The latter method uses a standard SAX parser.

Implementors are encouraged to define both transformation directions wherever possible, and to test the identical reproduction of the foreign file format from XML instances.

XML Record Specification

The record and transformer classes can be used independantly from each other, but for legacy file formats from z/OS and COBOL, they are normally combined. Abstraction is further raised by the possibility to define a record via an XML description. In this case, the specific Java record class derived from ByteRecord or CharRecord is completely generated with the aid of the XSLT stylesheet genBean.xsl found in the etc/xslt subdirectory of the source distribution. The etc/spec contains examples for XML record definitions, among them one for the German DTA format.

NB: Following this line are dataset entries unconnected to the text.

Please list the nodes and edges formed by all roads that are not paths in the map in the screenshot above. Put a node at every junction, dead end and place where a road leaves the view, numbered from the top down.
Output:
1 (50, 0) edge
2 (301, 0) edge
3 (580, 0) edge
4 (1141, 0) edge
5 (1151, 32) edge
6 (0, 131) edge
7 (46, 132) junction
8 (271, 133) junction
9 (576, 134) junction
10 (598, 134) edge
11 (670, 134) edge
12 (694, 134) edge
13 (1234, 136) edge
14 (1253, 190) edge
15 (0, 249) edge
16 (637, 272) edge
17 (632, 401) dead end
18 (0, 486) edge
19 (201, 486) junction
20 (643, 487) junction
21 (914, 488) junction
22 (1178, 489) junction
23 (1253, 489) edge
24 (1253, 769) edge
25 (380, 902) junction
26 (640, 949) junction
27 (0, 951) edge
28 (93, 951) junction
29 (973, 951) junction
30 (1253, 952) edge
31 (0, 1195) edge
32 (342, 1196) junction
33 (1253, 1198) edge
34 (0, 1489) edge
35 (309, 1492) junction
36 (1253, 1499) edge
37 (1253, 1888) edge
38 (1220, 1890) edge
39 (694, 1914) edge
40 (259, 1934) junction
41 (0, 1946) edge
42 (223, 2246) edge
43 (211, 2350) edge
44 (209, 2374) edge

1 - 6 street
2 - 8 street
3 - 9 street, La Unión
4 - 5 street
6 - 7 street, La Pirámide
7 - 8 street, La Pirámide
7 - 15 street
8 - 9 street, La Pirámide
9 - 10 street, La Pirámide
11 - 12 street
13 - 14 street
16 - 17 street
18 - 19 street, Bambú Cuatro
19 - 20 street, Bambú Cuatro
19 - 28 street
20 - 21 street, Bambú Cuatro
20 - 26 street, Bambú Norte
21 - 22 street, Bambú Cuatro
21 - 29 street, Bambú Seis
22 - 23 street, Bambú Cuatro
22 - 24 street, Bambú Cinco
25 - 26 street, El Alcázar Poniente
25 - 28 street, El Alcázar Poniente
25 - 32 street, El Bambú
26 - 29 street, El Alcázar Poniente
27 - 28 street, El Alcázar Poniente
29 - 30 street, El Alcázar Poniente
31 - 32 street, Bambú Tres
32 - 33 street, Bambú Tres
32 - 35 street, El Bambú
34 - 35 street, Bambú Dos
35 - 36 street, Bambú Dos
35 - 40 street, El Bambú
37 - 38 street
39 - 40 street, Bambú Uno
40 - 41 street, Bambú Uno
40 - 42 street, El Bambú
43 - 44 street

The XML specification allows to define:

  • general attributes of the record like name, type (Byte, Char, or Bean),
  • variants of overlaying subrecords,
  • arrays of fields, and
  • fields with name, length, type (num, decimal, ebcdic, string etc.), remark, and optional offset in the record buffer.

XML generation from the record's fields and SAX parsing is already predefined in the generated record class. The transformer must still be written manually, but apart from a very simple standard pattern it will only contain specific operations like file handling or checksum computation, for example.


For simple tabular record specification there is a possiblity to generate an SQL CREATE statement with the genBean.xsl stylesheet also found in etc/spec.